BURBANK — The nation’s biggest phone company is about to become a giant in pay television.
AT&T Inc. reached an agreement to acquire satellite broadcaster DirecTV in a deal valued at about $48.5 billion, the two companies said Sunday.
This is a unique opportunity that will redefine the video entertainment industry and create a company able to offer new bundles and deliver content to consumers across multiple screens mobile devices, TVs, laptops, cars and even airplanes, said AT&T Chairman and Chief Executive Randall Stephenson.
DirecTV Chief Executive Mike White said, This compelling and complementary combination will bring significant benefits to all consumers, shareholders and DirecTV employees.
Under the terms of the purchase, AT&T would pay $95 a share in cash and stock for DirecTV.
The sale comes just three months after cable giant Comcast Corp. said it was acquiring Time Warner Cable for $45 billion and could spark even further consolidation.
Media watchdogs and consumer activists, already critical of Comcast’s proposed takeover of Time Warner Cable, instantly blasted the AT&T-DirecTV news.
“The captains of our communications industry have clearly run out of ideas, said Craig Aaron, president of the media reform organization Free Press. Instead of innovating and investing in their networks, companies like AT&T and Comcast are simply buying up the competition. These takeovers are expensive, and consumers end up footing the bill for merger mania.
AT&T and DirecTV have had on-again-off-again flirtations about combining for years, and it was an open secret in media circles that DirecTV and White were open to an an exit strategy.

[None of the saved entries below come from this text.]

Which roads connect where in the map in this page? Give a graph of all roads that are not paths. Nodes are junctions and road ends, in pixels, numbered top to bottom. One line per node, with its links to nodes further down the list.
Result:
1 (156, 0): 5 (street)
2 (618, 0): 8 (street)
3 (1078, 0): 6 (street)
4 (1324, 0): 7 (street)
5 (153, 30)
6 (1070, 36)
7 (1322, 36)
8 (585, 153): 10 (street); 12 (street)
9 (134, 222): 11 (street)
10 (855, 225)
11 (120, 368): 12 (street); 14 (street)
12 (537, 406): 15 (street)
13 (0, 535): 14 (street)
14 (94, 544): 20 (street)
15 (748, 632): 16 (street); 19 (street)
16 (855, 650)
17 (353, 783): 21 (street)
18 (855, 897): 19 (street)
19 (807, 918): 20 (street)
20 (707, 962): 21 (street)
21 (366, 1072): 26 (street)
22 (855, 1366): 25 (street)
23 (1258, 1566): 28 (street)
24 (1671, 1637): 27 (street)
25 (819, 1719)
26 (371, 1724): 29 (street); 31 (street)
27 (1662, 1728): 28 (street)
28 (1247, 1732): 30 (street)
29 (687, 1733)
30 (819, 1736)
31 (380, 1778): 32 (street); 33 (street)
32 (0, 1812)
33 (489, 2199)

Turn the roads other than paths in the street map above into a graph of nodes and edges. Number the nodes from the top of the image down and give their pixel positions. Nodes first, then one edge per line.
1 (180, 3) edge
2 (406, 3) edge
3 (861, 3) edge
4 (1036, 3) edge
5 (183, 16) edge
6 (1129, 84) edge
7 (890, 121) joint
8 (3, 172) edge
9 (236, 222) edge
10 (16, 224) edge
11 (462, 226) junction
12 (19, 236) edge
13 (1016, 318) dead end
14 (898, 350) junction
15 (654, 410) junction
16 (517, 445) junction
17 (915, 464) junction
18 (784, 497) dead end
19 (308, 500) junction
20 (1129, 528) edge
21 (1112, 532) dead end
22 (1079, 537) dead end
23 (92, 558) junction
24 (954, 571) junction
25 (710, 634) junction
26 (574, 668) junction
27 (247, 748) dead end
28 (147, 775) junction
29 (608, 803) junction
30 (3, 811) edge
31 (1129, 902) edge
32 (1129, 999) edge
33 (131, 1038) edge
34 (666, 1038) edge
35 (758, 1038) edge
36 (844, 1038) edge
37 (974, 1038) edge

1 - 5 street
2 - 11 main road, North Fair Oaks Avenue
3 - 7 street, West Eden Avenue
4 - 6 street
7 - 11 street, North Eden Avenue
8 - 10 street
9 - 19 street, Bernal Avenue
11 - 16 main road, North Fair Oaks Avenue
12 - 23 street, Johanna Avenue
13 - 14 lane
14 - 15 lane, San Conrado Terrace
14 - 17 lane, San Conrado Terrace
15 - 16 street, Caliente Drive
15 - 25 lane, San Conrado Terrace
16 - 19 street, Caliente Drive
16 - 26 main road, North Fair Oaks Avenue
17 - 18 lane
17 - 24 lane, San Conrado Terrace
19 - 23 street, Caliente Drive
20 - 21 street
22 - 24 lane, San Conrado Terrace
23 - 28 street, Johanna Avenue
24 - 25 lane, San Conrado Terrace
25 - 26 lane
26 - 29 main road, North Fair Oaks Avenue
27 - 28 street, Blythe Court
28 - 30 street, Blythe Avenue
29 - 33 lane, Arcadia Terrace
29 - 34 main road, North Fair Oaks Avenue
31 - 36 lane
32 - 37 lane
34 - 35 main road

Soon after Comcast unveiled its plans to buy Time Warner Cable, AT&T reignited talks with DirecTV. The deal came together quickly, with both companies forming due diligence teams. Lawyers for both sides also researched the hurdles and scrutiny the sale would face from lawmakers and regulators.
If approved, the deal would potentially solve significant challenges facing AT&T and DirecTV.
For El Segundo-based DirecTV, which has more than 20 million subscribers around the country, being tied to AT&T would enable it to seamlessly package its television and high-speed Internet services. One of DirecTV’s shortcomings in the fight for customers is its lack of a broadband service.
A combined AT&T and DirecTV could face off against Comcast, which has spent billions improving its broadband offering and is acquiring Time Warner Cable with an eye toward creating a nationwide cable and broadband behemoth.
By acquiring DirecTV, AT&T could shut down its much smaller U-Verse television service, which it delivers through its fiber lines. Doing that would enable AT&T to use DirecTV for television service and free up its fiber lines to increase broadband speeds to U-Verse customers.
There could be a backlash to winding down U-Verse as it would remove a competitor from the pay-TV arena.
The industry needs more competition, not more mergers, said John Bergmayer, a senior staff attorney at Public Knowledge. We’ll have to analyze this carefully for potential harms both to the video programming and the wireless markets.
Another reason DirecTV appeals to AT&T is the cash it generates. In 2013 the company posted $8 billion in profit on $32 billion in revenue.
DirecTV said it will keep its headquarters in El Segundo after the deal closes. The satellite broadcaster has 3,000 employees there.